Gather: Material Matters

Last week some of us from team Grin attended Gather by Birmingham Design Festival. The event’s theme was about celebrating how ‘Material Matters’, exploring the ways that creatives harness the powers of different materials to express their creative voice…

This edition of Gather consisted of four amazing speakers, who were an eclectic mix of material masters, working hands-on across varied mediums and methods.

The line-up included Harriet Vine MBE (London-based founder of Tatty Devine), Williard Wigan MBE (master of miniature creations), Tamar (Nikki) Palmer (innovative glasswork artist) and Rob Ryan (paper-cutting artist). In addition to all the amazing talks, the Grin team also got the chance to try working with some materials themselves by getting stuck into a quick metal pressing demonstration with STEAMhouse.

Aside with coming away with lots of BDF merch and our own metal pressed bookmark hot off the press, here’s what we took from the event…

Harriet Vine MBE

Kicking off this month’s Gather was Harriet Vine MBE who, along with her lifelong friend Rosie Wolfenden, is the co-founder and creator of Tatty Devine, a laser cut acrylic-based jewellery company based in East London. The feminist duo are creatively renowned for producing fun and quirky statement jewellery, often pushing the physical boundaries in jewellery design.

Throughout her talk, Harriet addressed how learning to work with materials is a life-long lesson, learning how to understand the structure and properties of different materials and how their forms can be sculpted, moulded, or even completely changed to create new cutting-edge products.

Harriet further explained not only about the versatility of laser cutting but about how the inspiration for these acrylic statement pieces is centred around the idea of highlighting women’s stories, ultimately giving her materials meaning by becoming touchpoints where women can find out about other women.

Check out Tatty Devine’s website and their amazing acrylic statement pieces here.

Willard Wigan MBE

Next up, we heard from Willard Wigan.

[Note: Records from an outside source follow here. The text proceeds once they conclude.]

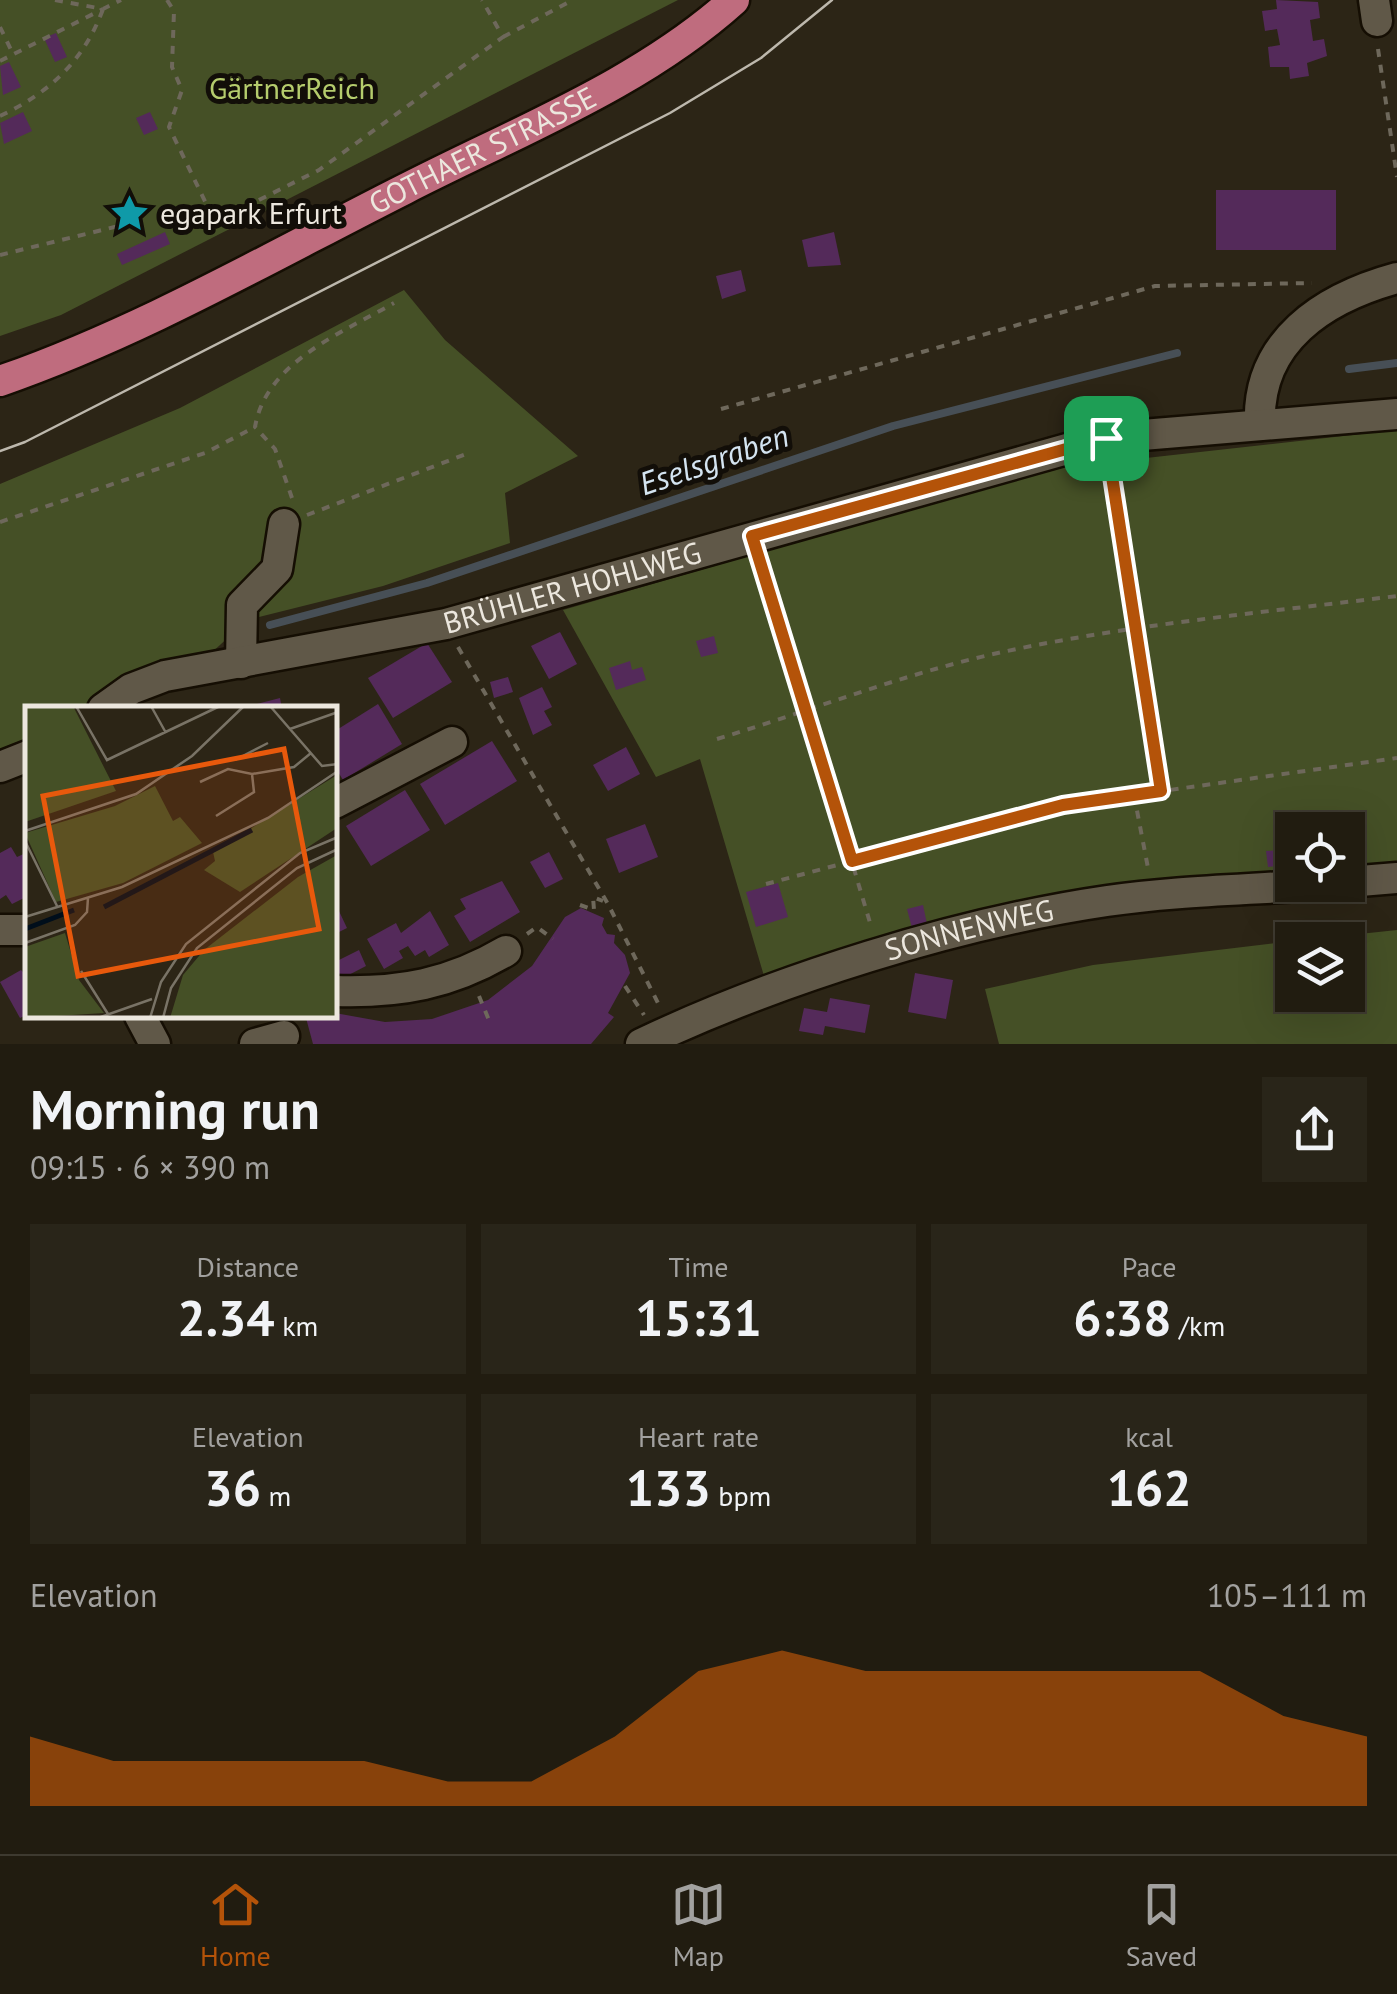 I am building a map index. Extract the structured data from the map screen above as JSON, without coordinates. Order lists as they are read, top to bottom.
{
  "streets": {
    "main road": ["GOTHAER STRASSE"],
    "street": ["BRÜHLER HOHLWEG", "SONNENWEG"]
  },
  "water": ["Eselsgraben"],
  "parks": ["GärtnerReich"],
  "places": {
    "place": ["egapark Erfurt"]
  },
  "page": {
    "heading": ["Morning run", "09:15 · 6 × 390 m"],
    "stats": [
      ["Distance", "2.34 km"],
      ["Time", "15:31"],
      ["Pace", "6:38 /km"],
      ["Elevation", "36 m"],
      ["Heart rate", "133 bpm"],
      ["kcal", "162"]
    ],
    "chart": ["Elevation", "105–111 m"],
    "tabs": ["Home", "Map", "Saved"]
  }
}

This world-renowned micro sculptor has overcome significant challenges on his path to success. As a young boy, he struggled with reading and writing, facing differences that went unrecognised at the time, including autism and dyslexia. His school teachers had little faith in his potential and used him as an example of academic failure. Disheartened and lacking in social confidence, Willard ran away from school and found himself embarking on a unique adventure.

After discovering his pet dog had dug up an ants’ nest in his back garden, Willard got to work and began crafting little houses out of sticks and cotton to re-home the homeless ants. This is where Wigan’s micro journey began, determined to prove that something could arise from nothing. He honed his craft, creating increasingly smaller works of art in pursuit of his mother’s approval, her words to him being, ‘make them smaller and your name gets bigger’.

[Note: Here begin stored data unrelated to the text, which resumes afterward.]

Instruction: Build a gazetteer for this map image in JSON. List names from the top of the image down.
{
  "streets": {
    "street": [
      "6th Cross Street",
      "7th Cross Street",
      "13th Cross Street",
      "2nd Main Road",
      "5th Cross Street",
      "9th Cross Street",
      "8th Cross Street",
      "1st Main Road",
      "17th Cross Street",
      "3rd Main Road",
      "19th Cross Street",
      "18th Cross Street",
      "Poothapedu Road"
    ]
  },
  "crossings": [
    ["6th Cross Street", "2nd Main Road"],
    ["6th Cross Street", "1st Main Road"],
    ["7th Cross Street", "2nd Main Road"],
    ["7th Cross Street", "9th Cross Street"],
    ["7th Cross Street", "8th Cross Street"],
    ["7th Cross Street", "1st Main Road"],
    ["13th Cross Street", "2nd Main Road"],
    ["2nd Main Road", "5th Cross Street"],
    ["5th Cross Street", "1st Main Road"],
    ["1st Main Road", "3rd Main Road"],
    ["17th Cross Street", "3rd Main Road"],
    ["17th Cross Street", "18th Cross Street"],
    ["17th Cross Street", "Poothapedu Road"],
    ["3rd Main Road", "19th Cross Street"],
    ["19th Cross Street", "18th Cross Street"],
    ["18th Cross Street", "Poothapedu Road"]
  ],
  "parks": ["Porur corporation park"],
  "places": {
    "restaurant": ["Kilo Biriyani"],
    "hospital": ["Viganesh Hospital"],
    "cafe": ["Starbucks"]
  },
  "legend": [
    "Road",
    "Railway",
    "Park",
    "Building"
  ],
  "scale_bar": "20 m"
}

Willard went on to create the smallest hand-made micro art in the world and was honoured by the Queen with an MBE for his services to art in 2007. Willard’s incredible story of perseverance and his proof that ‘just because you can’t see something doesn’t mean it’s not there’, reminds us that even in the face of adversity, we have the power to transform nothing into something extraordinary.

Click here to see some close ups of Williard’s microscopic masterpieces.

Tamar (Nikki) Palmer

Another great talk from the night was Tamar (Nikki) Palmer, a unique glass maker who combines interesting glass aesthetics with raw materials such as metals and ceramics to create works that are inspired by socioeconomic inequalities faced by different ethnic groups.

Throughout her engaging and thought-provoking talk, she explained how she aimed to push the boundaries using forms of glass to create unique and thought-provoking glass installations and sculptures that informed the audience of historical hidden truths rooted in American society.

This can be seen in her recent works ‘Bad Blood: Tuskegee Experiment’, a sculptural piece that aimed to expose the numerous unethical biomedical experiments that were conducted on Black Americans in the 1930s.

To find out more about her works you can visit her website here.

Rob Ryan

To wrap up the evening, Rob Ryan shared his personal journey with us, beginning with his fondness for paper during his childhood and continuing through his education at Trent Polytechnic and the Royal College of Art in London. It was there that he discovered his passion for printmaking and honed his exceptional paper cutting skills, which have since become his trademark.

Rob candidly spoke about the challenges he faced in an art industry primarily focused on galleries and catering to the wealthy. He shared insights into how he eventually managed to carve out his niche by combining his love for illustration, writing, and intricate paper cutting. This fusion ultimately resulted in the creation of several acclaimed books, captivating portraits, eye-catching ceramics, and even a stunning papercut dress featured in Vogue magazine!

Following his presentation, Rob generously shared a collection of his prints with the audience, so we snagged one for display in our office!

Find out more about rob and his paper-cutting creations here.

That just about wraps up this edition of our Gather roundup. Thank you Gather for having us, we’re already looking forward to the next one!